(PROBLEM REQUIREMENTS): When a line of the records below contains the string "Elías", copy that whole line.

(EXERCISE DATA):
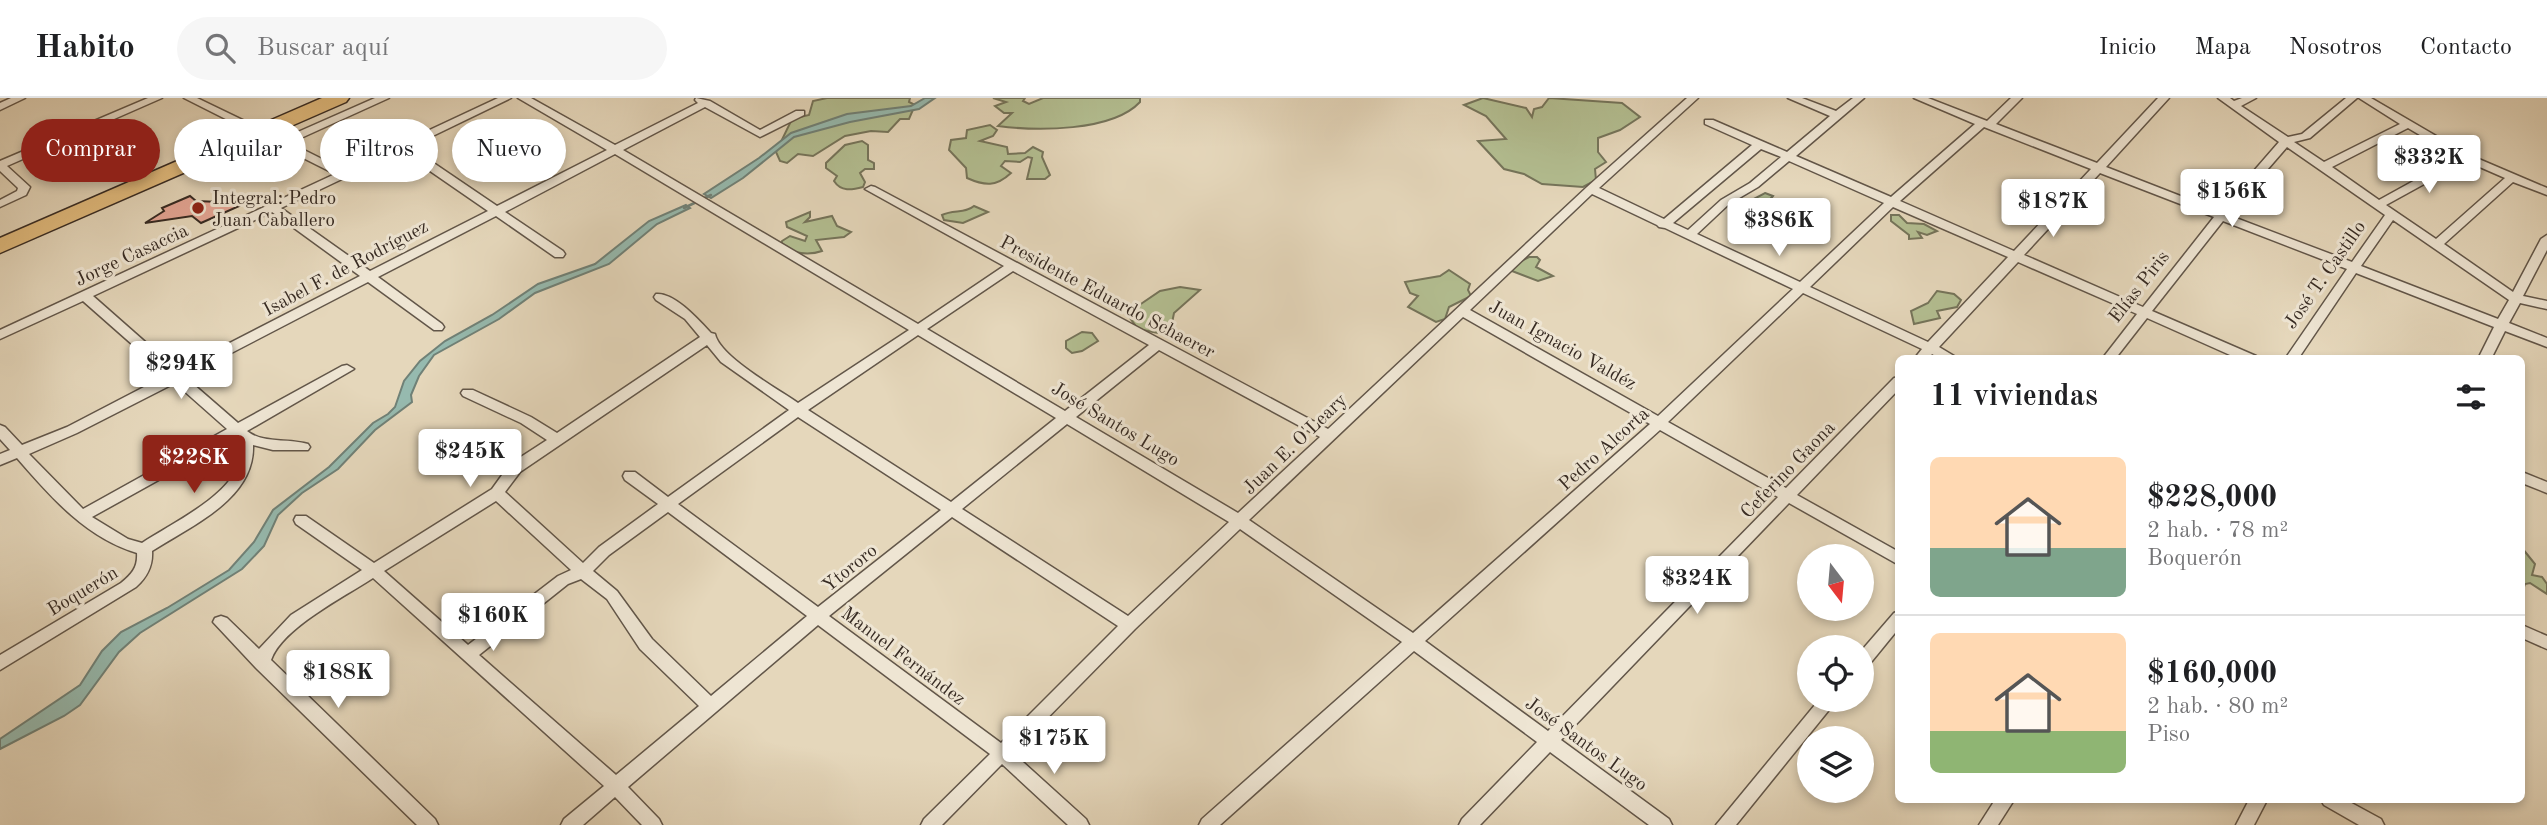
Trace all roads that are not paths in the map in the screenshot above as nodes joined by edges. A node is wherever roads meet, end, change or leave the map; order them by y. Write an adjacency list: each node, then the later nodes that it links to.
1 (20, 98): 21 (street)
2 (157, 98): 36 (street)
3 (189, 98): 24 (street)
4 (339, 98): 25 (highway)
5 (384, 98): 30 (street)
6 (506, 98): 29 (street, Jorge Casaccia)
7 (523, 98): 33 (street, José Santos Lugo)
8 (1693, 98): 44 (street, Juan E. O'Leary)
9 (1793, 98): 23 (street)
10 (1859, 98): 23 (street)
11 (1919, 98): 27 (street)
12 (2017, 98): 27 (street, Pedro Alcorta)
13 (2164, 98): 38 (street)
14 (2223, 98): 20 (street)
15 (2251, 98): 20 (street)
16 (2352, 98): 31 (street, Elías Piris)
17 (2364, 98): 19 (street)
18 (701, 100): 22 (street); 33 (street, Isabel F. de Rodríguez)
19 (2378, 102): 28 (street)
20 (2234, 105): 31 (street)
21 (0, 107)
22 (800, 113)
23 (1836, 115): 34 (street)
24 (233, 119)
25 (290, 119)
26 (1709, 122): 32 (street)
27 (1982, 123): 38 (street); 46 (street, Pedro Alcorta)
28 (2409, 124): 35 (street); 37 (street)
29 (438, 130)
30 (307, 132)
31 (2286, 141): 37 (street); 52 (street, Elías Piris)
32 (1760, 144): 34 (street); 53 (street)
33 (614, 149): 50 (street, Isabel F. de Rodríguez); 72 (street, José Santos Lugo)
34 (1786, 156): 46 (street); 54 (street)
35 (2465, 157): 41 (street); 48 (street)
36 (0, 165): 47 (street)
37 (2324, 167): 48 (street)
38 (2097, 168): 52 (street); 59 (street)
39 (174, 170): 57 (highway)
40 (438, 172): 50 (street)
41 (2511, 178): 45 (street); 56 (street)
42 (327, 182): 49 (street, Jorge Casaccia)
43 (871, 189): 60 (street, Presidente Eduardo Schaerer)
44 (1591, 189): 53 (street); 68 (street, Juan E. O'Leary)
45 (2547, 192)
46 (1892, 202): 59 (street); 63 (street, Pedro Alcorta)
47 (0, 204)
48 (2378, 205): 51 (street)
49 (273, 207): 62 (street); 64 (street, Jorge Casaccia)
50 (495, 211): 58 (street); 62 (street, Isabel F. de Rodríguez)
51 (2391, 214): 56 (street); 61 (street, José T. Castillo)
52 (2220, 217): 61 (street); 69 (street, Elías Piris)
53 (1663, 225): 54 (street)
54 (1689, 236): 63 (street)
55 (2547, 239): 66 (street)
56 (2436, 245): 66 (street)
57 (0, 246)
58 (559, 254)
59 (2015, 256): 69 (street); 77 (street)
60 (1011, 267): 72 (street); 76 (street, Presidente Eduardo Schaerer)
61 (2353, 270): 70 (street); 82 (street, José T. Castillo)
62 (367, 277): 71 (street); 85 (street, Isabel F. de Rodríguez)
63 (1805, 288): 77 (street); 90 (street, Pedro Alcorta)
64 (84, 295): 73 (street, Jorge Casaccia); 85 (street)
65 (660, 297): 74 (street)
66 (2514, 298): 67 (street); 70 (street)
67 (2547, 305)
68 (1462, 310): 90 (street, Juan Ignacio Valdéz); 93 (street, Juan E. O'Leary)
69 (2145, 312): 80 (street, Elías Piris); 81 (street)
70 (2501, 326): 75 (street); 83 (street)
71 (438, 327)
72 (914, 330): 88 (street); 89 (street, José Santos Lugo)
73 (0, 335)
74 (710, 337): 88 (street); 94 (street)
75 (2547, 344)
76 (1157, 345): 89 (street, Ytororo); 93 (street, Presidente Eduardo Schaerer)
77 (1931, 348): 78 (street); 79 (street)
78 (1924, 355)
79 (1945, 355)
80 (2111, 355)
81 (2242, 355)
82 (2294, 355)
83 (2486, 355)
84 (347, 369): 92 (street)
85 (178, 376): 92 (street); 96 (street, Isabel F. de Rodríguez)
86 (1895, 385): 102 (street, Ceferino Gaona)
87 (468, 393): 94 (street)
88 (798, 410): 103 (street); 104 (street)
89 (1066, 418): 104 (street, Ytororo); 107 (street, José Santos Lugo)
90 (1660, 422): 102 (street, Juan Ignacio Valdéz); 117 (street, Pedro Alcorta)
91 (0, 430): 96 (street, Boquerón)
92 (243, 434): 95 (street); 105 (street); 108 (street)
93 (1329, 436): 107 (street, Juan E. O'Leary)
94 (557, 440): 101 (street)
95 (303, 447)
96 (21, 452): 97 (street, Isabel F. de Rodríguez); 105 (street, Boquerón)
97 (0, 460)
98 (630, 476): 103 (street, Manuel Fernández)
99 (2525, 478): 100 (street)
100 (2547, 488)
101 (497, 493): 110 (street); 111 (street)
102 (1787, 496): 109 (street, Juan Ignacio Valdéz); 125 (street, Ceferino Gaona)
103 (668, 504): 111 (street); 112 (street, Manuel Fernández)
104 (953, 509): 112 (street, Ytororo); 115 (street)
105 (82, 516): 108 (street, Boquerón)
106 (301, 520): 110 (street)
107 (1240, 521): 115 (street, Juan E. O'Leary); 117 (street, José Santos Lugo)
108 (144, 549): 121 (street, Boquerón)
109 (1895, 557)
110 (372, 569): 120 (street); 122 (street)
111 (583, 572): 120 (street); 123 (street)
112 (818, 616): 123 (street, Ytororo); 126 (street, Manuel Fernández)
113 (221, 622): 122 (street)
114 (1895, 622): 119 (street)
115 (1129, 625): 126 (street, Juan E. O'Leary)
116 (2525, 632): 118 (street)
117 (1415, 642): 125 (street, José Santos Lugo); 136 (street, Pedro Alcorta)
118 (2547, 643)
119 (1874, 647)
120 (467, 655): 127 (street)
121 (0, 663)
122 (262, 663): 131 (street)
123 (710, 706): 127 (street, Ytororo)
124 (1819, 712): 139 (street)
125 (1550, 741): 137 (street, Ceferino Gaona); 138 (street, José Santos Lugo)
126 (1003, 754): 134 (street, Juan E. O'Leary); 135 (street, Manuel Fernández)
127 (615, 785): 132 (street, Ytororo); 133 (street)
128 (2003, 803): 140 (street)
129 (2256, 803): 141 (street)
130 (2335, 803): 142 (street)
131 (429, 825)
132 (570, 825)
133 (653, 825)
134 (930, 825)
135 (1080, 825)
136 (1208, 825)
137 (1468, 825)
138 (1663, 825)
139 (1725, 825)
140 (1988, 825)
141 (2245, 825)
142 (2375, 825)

(ANSWER AREA):
16 (2352, 98): 31 (street, Elías Piris)
31 (2286, 141): 37 (street); 52 (street, Elías Piris)
52 (2220, 217): 61 (street); 69 (street, Elías Piris)
69 (2145, 312): 80 (street, Elías Piris); 81 (street)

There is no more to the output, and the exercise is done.